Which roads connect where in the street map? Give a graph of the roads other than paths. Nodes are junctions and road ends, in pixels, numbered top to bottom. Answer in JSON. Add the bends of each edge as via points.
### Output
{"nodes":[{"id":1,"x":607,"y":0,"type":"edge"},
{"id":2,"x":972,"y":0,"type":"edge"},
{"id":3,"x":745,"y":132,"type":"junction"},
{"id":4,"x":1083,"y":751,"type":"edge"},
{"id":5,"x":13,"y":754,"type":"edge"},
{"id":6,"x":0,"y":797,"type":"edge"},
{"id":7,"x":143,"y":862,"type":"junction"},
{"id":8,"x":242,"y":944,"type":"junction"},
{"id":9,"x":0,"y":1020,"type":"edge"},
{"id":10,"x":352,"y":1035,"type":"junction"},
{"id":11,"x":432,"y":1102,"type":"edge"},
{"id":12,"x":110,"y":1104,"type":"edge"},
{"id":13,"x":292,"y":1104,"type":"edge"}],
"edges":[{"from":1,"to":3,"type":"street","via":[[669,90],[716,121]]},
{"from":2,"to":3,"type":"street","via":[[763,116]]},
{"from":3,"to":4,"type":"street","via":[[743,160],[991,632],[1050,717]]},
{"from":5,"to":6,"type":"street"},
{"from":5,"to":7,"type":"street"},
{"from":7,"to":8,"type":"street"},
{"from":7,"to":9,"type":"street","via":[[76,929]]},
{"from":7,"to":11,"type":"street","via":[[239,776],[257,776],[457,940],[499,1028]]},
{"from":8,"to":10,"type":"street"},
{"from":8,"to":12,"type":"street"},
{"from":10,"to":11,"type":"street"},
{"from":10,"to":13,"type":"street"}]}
---
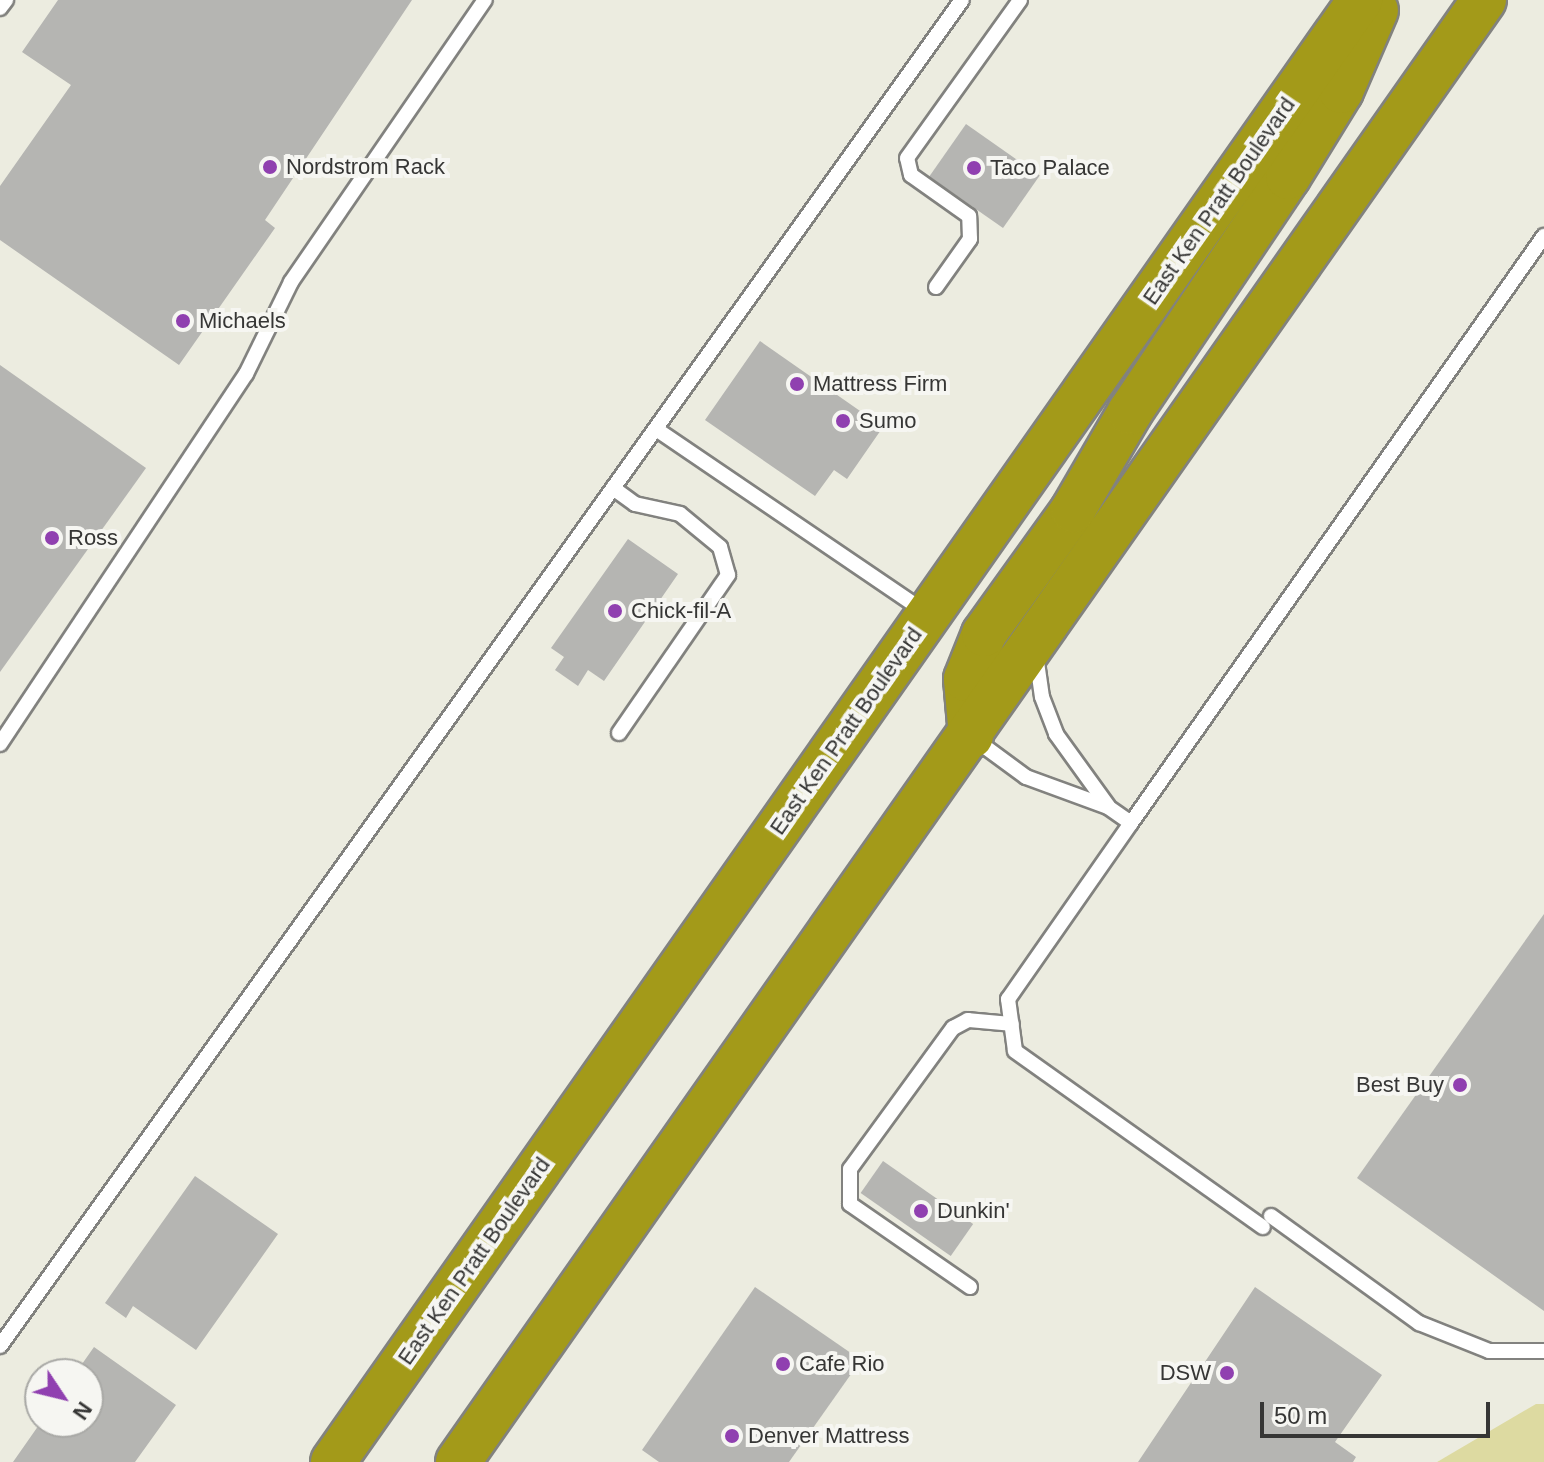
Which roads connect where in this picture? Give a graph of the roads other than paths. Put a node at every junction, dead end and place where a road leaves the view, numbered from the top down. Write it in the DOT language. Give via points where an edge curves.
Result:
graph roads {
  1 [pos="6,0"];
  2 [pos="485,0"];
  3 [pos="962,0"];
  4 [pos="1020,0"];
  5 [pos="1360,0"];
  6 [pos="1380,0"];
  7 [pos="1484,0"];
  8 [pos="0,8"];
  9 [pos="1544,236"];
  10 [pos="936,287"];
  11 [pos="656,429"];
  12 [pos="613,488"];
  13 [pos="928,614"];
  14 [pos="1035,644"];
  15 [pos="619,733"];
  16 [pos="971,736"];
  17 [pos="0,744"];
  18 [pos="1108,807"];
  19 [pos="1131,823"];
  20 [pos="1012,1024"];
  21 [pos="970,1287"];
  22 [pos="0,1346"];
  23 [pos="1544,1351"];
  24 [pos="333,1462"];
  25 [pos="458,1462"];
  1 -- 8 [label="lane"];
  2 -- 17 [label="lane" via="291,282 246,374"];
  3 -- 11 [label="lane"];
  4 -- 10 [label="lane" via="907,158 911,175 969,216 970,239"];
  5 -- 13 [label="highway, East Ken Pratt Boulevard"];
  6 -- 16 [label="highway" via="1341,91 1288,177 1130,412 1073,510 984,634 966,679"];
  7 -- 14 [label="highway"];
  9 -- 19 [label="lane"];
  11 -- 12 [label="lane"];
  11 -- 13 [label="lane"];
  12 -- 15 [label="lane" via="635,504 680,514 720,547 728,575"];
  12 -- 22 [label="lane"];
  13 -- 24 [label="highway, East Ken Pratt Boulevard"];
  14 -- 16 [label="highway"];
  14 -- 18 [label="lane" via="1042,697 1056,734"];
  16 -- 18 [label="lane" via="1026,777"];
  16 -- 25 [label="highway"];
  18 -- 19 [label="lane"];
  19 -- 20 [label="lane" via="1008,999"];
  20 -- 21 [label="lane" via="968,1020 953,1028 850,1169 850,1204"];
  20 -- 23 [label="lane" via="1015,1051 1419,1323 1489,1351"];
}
--
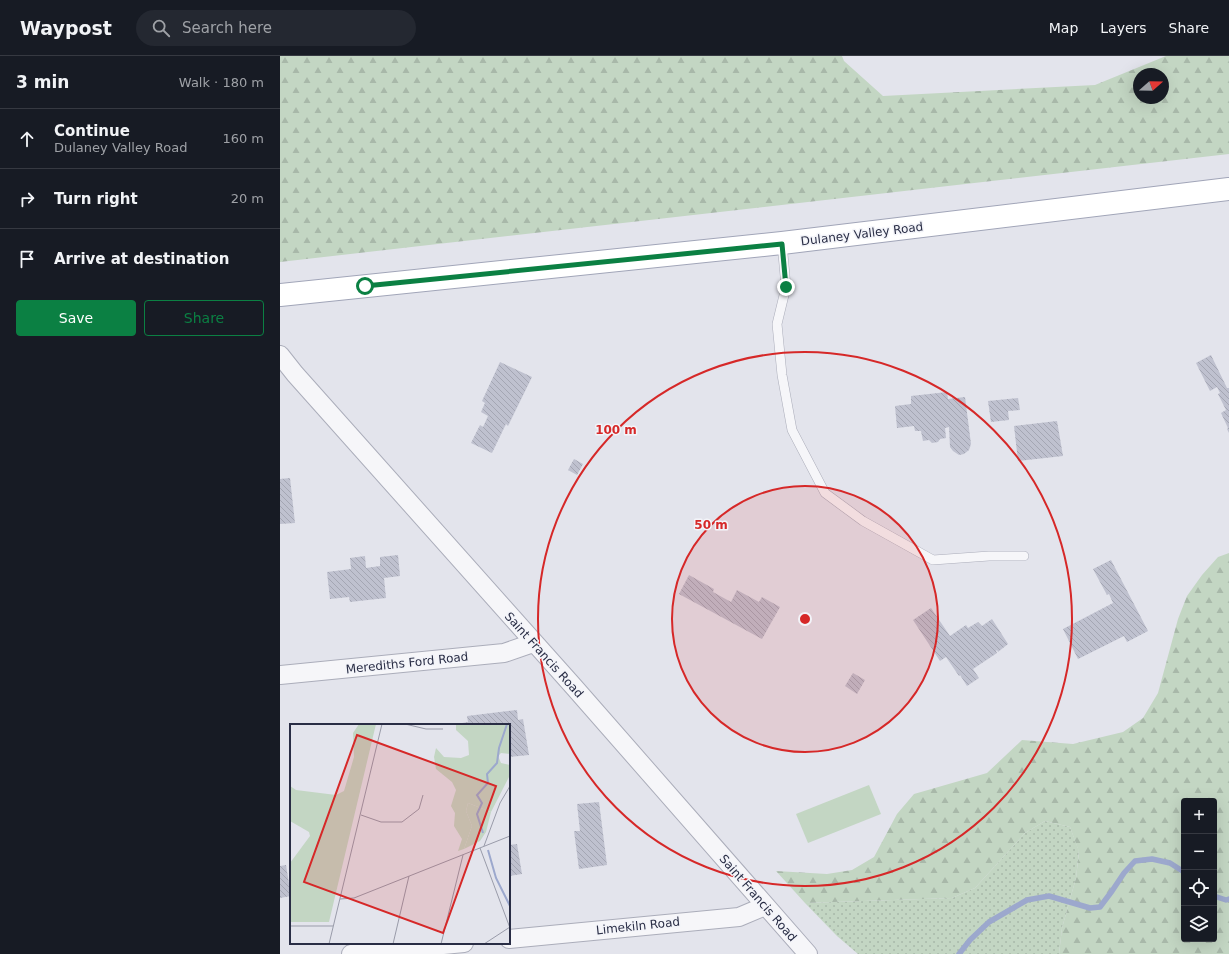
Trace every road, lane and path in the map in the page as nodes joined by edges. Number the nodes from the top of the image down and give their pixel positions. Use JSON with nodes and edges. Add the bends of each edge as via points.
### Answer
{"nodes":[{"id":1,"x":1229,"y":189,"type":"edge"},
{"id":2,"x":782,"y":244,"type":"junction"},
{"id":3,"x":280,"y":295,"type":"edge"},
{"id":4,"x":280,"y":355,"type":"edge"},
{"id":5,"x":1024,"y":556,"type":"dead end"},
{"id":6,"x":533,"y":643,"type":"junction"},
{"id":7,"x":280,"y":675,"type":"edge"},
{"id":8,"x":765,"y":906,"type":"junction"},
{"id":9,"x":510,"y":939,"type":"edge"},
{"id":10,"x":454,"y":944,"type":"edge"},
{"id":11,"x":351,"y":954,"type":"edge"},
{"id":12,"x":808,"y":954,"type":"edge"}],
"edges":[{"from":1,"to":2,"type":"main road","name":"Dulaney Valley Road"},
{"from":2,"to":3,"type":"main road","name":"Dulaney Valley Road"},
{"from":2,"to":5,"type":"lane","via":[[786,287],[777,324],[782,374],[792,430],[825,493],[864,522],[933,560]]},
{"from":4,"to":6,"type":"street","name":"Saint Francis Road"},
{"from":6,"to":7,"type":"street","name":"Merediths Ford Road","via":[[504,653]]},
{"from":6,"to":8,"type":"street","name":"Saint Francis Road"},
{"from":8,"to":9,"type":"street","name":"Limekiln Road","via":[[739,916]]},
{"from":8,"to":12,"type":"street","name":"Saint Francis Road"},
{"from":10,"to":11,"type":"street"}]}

▸ **What you have to do**
All lines that contain the word "numbered" should be copied from the listing.

▸ **Answer to this task**
Which roads connect where in the street map? Give a graph of the roads other than paths. Nodes are junctions and road ends, in pixels, numbered top to bottom. Answer in JSON. Add the bends of each edge as via points.
Which roads connect where in this picture? Give a graph of the roads other than paths. Put a node at every junction, dead end and place where a road leaves the view, numbered from the top down. Write it in the DOT language. Give via points where an edge curves.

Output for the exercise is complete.